Stored items from a collection
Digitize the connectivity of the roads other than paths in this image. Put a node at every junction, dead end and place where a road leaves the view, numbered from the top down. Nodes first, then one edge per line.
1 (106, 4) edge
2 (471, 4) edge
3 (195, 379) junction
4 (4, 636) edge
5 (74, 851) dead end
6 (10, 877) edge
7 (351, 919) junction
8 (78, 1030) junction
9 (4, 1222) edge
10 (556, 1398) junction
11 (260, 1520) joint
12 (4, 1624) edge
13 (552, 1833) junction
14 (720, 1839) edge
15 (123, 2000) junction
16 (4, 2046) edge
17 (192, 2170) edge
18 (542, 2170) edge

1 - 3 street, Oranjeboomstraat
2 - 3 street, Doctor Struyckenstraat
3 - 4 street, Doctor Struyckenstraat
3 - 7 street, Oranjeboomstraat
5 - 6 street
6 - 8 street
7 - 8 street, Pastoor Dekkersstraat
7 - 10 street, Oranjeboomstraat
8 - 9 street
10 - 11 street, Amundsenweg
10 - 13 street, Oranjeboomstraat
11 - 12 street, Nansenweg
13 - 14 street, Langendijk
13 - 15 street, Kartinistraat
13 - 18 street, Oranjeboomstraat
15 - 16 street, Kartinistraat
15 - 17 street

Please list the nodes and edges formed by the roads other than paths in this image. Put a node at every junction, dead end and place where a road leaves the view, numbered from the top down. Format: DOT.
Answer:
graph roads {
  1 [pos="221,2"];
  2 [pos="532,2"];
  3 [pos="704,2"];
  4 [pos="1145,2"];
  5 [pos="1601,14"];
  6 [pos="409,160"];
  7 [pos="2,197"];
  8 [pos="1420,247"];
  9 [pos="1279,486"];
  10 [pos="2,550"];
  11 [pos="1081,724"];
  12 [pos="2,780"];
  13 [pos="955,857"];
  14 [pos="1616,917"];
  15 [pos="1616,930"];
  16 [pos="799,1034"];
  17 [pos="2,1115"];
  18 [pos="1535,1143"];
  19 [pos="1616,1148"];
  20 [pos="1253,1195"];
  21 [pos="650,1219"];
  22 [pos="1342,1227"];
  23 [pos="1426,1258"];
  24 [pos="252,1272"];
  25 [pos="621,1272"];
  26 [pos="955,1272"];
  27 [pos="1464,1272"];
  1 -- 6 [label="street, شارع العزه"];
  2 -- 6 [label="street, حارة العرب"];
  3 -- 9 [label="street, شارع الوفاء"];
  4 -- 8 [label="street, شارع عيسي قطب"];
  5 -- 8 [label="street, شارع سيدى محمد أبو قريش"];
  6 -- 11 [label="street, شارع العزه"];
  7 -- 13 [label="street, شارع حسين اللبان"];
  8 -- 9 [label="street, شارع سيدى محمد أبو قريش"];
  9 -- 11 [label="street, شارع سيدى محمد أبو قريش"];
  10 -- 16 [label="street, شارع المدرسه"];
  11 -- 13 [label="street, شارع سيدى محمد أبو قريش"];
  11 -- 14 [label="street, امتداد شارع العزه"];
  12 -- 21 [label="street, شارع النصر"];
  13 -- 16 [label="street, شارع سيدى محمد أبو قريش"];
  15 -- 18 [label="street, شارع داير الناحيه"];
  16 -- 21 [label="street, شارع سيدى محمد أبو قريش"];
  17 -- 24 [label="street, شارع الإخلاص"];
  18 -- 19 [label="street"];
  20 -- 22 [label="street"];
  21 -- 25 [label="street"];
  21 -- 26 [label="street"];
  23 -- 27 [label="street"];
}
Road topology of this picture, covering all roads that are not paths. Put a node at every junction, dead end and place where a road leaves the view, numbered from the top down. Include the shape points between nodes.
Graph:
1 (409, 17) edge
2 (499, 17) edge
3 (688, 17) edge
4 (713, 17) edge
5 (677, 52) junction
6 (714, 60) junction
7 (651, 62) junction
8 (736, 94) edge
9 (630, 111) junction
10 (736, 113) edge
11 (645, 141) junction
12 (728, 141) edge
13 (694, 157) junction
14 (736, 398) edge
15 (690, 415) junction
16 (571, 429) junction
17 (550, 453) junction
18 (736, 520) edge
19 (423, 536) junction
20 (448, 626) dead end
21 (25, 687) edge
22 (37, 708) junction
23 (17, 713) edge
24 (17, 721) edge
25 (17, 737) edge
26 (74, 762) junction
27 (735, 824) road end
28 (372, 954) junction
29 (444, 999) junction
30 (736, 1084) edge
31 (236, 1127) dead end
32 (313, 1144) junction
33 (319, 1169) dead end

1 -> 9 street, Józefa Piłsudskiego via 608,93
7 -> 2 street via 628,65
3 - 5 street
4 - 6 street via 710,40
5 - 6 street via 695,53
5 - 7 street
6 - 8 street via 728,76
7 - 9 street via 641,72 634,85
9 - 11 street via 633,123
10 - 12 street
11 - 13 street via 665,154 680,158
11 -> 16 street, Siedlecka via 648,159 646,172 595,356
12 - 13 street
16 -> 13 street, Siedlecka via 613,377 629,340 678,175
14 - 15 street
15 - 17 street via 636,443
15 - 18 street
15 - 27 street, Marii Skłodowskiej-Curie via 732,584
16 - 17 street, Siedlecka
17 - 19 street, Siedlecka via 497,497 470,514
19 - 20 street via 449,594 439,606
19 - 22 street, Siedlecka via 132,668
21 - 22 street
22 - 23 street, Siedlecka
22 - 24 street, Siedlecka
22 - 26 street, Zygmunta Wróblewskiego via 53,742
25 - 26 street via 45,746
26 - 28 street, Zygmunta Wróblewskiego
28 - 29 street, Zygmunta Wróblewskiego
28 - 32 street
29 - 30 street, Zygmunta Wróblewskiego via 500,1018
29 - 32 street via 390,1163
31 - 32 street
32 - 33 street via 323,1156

What to work on ▸ Find every line above that contains the word "other", and return each one.

Your solution ▸
Digitize the connectivity of the roads other than paths in this image. Put a node at every junction, dead end and place where a road leaves the view, numbered from the top down. Nodes first, then one edge per line.
Please list the nodes and edges formed by the roads other than paths in this image. Put a node at every junction, dead end and place where a road leaves the view, numbered from the top down. Format: DOT.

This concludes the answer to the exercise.